INSTRUCTIONS FOR THE TASK
State only how many lines below include the string "where".

Dataset entries
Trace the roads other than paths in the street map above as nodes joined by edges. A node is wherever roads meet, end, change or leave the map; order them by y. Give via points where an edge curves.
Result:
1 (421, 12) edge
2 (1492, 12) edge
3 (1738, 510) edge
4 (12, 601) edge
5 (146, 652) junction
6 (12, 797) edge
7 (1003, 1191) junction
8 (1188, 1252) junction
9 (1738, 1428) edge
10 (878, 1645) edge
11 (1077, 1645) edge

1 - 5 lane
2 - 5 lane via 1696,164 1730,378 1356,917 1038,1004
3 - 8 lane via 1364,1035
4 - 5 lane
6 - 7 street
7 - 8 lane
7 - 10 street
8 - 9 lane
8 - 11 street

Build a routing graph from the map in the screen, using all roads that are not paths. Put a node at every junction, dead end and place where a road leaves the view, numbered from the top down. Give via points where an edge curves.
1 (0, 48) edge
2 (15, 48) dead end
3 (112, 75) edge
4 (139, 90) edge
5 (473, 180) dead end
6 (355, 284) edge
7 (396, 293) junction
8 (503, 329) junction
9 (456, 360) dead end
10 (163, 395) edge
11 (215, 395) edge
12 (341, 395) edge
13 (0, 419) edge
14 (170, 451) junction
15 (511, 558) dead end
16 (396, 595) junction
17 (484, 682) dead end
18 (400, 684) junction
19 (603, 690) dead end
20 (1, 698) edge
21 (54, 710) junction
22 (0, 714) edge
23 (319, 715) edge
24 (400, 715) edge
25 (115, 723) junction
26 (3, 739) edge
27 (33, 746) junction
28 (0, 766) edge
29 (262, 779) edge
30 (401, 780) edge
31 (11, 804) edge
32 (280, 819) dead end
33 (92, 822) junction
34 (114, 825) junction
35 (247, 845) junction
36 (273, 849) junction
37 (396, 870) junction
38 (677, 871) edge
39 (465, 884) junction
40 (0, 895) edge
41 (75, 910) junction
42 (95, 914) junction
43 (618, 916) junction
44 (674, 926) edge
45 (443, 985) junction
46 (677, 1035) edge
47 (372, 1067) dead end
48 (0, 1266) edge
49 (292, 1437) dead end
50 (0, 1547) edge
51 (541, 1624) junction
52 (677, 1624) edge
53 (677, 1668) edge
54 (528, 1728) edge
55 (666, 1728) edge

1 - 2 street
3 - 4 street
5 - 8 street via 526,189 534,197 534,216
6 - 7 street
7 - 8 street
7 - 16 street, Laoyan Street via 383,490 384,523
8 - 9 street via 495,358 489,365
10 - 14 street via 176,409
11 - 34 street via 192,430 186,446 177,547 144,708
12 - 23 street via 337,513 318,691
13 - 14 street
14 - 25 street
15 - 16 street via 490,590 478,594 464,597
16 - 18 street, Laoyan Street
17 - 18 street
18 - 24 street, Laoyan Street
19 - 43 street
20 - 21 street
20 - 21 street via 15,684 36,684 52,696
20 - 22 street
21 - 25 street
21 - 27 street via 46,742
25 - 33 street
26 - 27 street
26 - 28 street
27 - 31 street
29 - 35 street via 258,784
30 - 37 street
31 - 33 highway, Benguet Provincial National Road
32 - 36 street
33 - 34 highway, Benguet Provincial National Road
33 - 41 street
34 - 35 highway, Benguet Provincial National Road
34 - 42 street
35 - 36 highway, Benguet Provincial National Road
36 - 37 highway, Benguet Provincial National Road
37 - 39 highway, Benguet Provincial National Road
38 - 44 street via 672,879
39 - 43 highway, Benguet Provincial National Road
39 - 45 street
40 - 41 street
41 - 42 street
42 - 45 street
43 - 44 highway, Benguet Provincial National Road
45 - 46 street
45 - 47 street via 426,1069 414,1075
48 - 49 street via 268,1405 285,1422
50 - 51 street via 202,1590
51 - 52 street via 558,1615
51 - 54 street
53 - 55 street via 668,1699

RESPONSE
2